Named joint coordinates:
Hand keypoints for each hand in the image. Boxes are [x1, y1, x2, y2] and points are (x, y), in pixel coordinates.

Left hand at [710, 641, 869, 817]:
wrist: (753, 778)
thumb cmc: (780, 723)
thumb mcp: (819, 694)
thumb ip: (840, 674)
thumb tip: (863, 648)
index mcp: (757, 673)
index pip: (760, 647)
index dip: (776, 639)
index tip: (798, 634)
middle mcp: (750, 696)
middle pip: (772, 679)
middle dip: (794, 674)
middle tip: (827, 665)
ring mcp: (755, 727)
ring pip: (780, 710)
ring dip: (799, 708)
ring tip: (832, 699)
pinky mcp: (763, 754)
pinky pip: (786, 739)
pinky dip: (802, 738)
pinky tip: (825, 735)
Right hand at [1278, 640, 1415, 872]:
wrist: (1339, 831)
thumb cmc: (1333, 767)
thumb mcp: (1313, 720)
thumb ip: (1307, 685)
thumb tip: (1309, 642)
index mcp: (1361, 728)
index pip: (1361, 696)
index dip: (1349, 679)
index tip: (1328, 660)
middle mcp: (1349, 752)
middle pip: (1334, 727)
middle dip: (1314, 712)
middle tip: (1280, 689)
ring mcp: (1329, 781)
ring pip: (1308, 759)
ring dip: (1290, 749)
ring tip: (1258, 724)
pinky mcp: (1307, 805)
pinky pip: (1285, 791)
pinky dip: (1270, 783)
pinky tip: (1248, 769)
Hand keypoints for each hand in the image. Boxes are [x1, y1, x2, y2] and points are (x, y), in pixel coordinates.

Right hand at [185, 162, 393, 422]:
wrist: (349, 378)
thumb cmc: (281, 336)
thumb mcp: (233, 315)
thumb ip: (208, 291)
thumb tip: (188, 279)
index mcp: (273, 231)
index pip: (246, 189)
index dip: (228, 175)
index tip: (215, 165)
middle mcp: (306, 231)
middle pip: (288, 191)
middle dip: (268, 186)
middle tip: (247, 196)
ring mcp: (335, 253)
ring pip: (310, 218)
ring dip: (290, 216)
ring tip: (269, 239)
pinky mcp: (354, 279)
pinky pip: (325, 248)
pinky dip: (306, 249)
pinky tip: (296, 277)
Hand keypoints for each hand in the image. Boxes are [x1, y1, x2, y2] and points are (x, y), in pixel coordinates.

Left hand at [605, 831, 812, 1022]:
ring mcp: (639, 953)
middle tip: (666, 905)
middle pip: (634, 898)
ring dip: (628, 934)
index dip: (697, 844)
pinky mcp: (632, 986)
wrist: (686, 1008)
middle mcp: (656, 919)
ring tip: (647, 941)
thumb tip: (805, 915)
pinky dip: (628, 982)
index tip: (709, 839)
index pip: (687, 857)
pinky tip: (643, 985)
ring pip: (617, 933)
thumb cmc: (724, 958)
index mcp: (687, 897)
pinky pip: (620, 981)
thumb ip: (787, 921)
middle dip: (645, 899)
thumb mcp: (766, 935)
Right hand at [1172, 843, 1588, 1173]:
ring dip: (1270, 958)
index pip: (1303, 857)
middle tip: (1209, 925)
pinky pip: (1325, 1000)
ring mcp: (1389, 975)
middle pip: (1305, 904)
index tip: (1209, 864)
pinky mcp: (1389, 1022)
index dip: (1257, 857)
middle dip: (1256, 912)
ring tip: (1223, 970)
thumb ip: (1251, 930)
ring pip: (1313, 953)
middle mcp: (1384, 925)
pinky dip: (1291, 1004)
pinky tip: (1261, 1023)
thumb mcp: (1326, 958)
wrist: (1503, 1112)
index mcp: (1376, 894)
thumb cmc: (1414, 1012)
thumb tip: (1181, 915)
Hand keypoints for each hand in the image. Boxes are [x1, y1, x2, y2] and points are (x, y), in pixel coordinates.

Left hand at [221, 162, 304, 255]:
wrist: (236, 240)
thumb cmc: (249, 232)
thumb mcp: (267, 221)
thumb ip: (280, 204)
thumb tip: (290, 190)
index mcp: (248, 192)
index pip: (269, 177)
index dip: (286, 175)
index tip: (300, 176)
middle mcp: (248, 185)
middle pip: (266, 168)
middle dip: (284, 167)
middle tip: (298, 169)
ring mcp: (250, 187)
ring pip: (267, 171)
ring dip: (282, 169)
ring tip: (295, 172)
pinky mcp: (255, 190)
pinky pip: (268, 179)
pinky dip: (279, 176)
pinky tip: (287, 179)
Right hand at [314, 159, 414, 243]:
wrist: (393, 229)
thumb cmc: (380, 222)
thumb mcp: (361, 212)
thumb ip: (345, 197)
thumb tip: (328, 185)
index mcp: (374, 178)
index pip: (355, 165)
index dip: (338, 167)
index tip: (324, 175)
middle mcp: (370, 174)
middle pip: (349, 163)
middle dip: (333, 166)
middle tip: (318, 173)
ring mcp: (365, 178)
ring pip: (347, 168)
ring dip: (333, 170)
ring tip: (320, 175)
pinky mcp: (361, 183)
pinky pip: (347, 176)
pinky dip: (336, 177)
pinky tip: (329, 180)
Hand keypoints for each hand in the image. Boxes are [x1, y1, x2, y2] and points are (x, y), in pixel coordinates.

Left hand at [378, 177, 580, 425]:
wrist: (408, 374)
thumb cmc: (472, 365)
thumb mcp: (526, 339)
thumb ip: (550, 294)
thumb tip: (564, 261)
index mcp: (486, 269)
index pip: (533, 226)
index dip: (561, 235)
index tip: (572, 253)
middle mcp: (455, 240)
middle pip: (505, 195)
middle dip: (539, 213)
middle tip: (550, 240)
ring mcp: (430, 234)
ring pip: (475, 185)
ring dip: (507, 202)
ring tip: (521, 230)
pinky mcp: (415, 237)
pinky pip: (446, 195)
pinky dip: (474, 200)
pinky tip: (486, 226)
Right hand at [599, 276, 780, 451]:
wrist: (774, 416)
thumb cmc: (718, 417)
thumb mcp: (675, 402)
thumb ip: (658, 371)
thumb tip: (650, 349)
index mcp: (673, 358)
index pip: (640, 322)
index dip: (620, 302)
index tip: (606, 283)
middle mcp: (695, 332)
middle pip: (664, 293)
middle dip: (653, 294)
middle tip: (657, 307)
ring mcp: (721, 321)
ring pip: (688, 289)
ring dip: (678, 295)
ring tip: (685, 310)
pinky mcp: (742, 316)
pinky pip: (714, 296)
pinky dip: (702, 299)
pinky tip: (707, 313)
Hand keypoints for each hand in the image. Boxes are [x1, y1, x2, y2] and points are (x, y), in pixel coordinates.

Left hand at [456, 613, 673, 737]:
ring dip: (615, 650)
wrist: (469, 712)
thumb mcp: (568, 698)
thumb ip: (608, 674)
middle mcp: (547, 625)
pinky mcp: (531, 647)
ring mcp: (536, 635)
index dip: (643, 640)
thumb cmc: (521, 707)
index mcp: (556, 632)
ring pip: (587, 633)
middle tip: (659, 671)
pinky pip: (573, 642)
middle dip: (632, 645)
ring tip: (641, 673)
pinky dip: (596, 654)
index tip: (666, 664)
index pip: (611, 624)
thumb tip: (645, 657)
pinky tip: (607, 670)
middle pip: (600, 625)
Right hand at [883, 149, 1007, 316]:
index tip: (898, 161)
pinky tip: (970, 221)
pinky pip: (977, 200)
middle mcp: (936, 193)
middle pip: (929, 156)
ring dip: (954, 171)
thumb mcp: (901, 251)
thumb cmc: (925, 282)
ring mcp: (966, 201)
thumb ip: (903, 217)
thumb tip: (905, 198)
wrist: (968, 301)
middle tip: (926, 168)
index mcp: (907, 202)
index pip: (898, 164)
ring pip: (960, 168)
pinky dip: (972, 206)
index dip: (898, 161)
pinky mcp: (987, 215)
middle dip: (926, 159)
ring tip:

**Exercise**:
Retype all the records above without changing a word.

**Reply to the exercise**:
Hand keypoints for each hand in the image. Boxes are [x1, y1, x2, y2] and points are (x, y), in pixel coordinates.

Left hand at [710, 641, 869, 817]:
wrist: (753, 778)
thumb cmc: (780, 723)
thumb mcp: (819, 694)
thumb ip: (840, 674)
thumb tip: (863, 648)
index mcp: (757, 673)
index pip: (760, 647)
index dip: (776, 639)
index tip: (798, 634)
middle mcp: (750, 696)
middle pip: (772, 679)
middle dip: (794, 674)
middle tip: (827, 665)
ring mcp: (755, 727)
ring pip: (780, 710)
ring dip: (799, 708)
ring tip: (832, 699)
pinky mcp: (763, 754)
pinky pip: (786, 739)
pinky dip: (802, 738)
pinky tip: (825, 735)
Right hand at [1278, 640, 1415, 872]:
wrist: (1339, 831)
thumb cmc: (1333, 767)
thumb mcp: (1313, 720)
thumb ip: (1307, 685)
thumb tip: (1309, 642)
index mcp: (1361, 728)
index pip: (1361, 696)
index dip: (1349, 679)
index tip: (1328, 660)
middle mcp: (1349, 752)
middle pip: (1334, 727)
middle dip: (1314, 712)
middle tip: (1280, 689)
ring mcp: (1329, 781)
ring pip: (1308, 759)
ring dip: (1290, 749)
ring tip: (1258, 724)
pinky mcp: (1307, 805)
pinky pip: (1285, 791)
pinky dip: (1270, 783)
pinky tip: (1248, 769)
Hand keypoints for each hand in the image. Boxes are [x1, y1, x2, y2] and points are (x, y), in pixel coordinates.

Right hand at [185, 162, 393, 422]:
wrist: (349, 378)
thumb cmc: (281, 336)
thumb mcp: (233, 315)
thumb ip: (208, 291)
thumb tip: (188, 279)
index mcp: (273, 231)
index pip: (246, 189)
index dip: (228, 175)
index tip: (215, 165)
middle mcp: (306, 231)
middle pip: (288, 191)
middle dip: (268, 186)
middle tip: (247, 196)
ring mcp: (335, 253)
ring pip: (310, 218)
ring dip: (290, 216)
ring tip: (269, 239)
pinky mcp: (354, 279)
pinky pip: (325, 248)
pinky dip: (306, 249)
pinky tip: (296, 277)
Hand keypoints for each hand in the image. Boxes are [x1, y1, x2, y2] and points are (x, y), in pixel coordinates.

Left hand at [605, 831, 812, 1022]:
ring mcp: (639, 953)
middle tip: (666, 905)
middle pip: (634, 898)
ring dip: (628, 934)
index dip: (697, 844)
pinky mcp: (632, 986)
wrist: (686, 1008)
middle mcp: (656, 919)
ring tip: (647, 941)
thumb tip: (805, 915)
pinky dip: (628, 982)
index tip: (709, 839)
index pip: (687, 857)
pinky tip: (643, 985)
ring pip: (617, 933)
thumb cmc: (724, 958)
index mcp: (687, 897)
pinky pip: (620, 981)
thumb ip: (787, 921)
middle dip: (645, 899)
thumb mcp: (766, 935)
Right hand at [1172, 843, 1588, 1173]:
ring dip: (1270, 958)
index pip: (1303, 857)
middle tip: (1209, 925)
pinky pip: (1325, 1000)
ring mcp: (1389, 975)
middle pip: (1305, 904)
index tip: (1209, 864)
pinky mcp: (1389, 1022)
index dip: (1257, 857)
middle dip: (1256, 912)
ring tip: (1223, 970)
thumb ip: (1251, 930)
ring pip: (1313, 953)
middle mcp: (1384, 925)
pinky dip: (1291, 1004)
pinky tip: (1261, 1023)
thumb mcp: (1326, 958)
wrist: (1503, 1112)
index mcp: (1376, 894)
thumb cmc: (1414, 1012)
thumb tip: (1181, 915)
Hand keypoints for each hand in the image. Boxes are [x1, y1, x2, y2] and points are (x, y), in pixel coordinates.

Left hand at [221, 162, 304, 255]:
wrist: (236, 240)
thumb cmc: (249, 232)
thumb mcp: (267, 221)
thumb ip: (280, 204)
thumb tip: (290, 190)
index mcp: (248, 192)
index pip: (269, 177)
index dip: (286, 175)
index tip: (300, 176)
middle mcp: (248, 185)
middle pip: (266, 168)
middle dip: (284, 167)
middle tip: (298, 169)
ring mcp: (250, 187)
ring pip: (267, 171)
ring dip: (282, 169)
ring tip: (295, 172)
pinky mcp: (255, 190)
pinky pip: (268, 179)
pinky dip: (279, 176)
pinky tip: (287, 179)
Right hand at [314, 159, 414, 243]:
wrist: (393, 229)
thumb cmc: (380, 222)
thumb mcp: (361, 212)
thumb ip: (345, 197)
thumb tip: (328, 185)
index mcp: (374, 178)
index pip: (355, 165)
index dip: (338, 167)
index tip: (324, 175)
middle mcp: (370, 174)
middle pip: (349, 163)
middle dip: (333, 166)
middle tip: (318, 173)
ring mcp: (365, 178)
ring pip: (347, 168)
ring dip: (333, 170)
ring tip: (320, 175)
pinky mcp: (361, 183)
pinky pip: (347, 176)
pinky dip: (336, 177)
pinky tip: (329, 180)
Hand keypoints for each hand in the image. Boxes are [x1, y1, x2, y2] and points are (x, y), in pixel coordinates.

Left hand at [378, 177, 580, 425]:
wrist: (408, 374)
thumb cmc: (472, 365)
thumb mcp: (526, 339)
thumb ip: (550, 294)
thumb tip: (564, 261)
index mcp: (486, 269)
index pip: (533, 226)
index dip: (561, 235)
index tip: (572, 253)
middle mcp: (455, 240)
middle pip: (505, 195)
middle dip: (539, 213)
middle tip: (550, 240)
ring mcp: (430, 234)
ring pip: (475, 185)
ring dip: (507, 202)
ring tip: (521, 230)
pinky mcp: (415, 237)
pinky pip: (446, 195)
pinky dip: (474, 200)
pinky tip: (486, 226)
Right hand at [599, 276, 780, 451]:
wrist: (774, 416)
thumb cmc: (718, 417)
thumb mcp: (675, 402)
thumb ip: (658, 371)
thumb tip: (650, 349)
index mcp: (673, 358)
index pip: (640, 322)
index dip: (620, 302)
index tip: (606, 283)
middle mcp: (695, 332)
middle pip: (664, 293)
middle dip: (653, 294)
middle tip: (657, 307)
ring mcp: (721, 321)
ring pip: (688, 289)
ring dip: (678, 295)
ring tip: (685, 310)
pinky mcp: (742, 316)
pinky pip: (714, 296)
pinky dip: (702, 299)
pinky tip: (707, 313)
Hand keypoints for each hand in the image. Boxes are [x1, y1, x2, y2] and points are (x, y), in pixel coordinates.

Left hand at [456, 613, 673, 737]:
ring dip: (615, 650)
wrist: (469, 712)
thumb mcp: (568, 698)
thumb ip: (608, 674)
middle mcp: (547, 625)
pinky mcp: (531, 647)
ring mcp: (536, 635)
index dip: (643, 640)
thumb cmc: (521, 707)
index mcp: (556, 632)
ring pip: (587, 633)
middle tip: (659, 671)
pinky pip: (573, 642)
middle dip: (632, 645)
ring tip: (641, 673)
pinky dip: (596, 654)
index tip: (666, 664)
index pip: (611, 624)
thumb tip: (645, 657)
pinky tip: (607, 670)
middle pip: (600, 625)
Right hand at [883, 149, 1007, 316]:
index tip: (898, 161)
pinky tip: (970, 221)
pinky pip: (977, 200)
middle mcp: (936, 193)
middle pip: (929, 156)
ring dip: (954, 171)
thumb mcp: (901, 251)
thumb cmc: (925, 282)
ring mcp: (966, 201)
thumb ip: (903, 217)
thumb tip: (905, 198)
wrist: (968, 301)
middle tip: (926, 168)
index mcp: (907, 202)
index pip: (898, 164)
ring pip: (960, 168)
pinky dip: (972, 206)
index dip: (898, 161)
pinky mcp: (987, 215)
middle dip: (926, 159)
ring tip:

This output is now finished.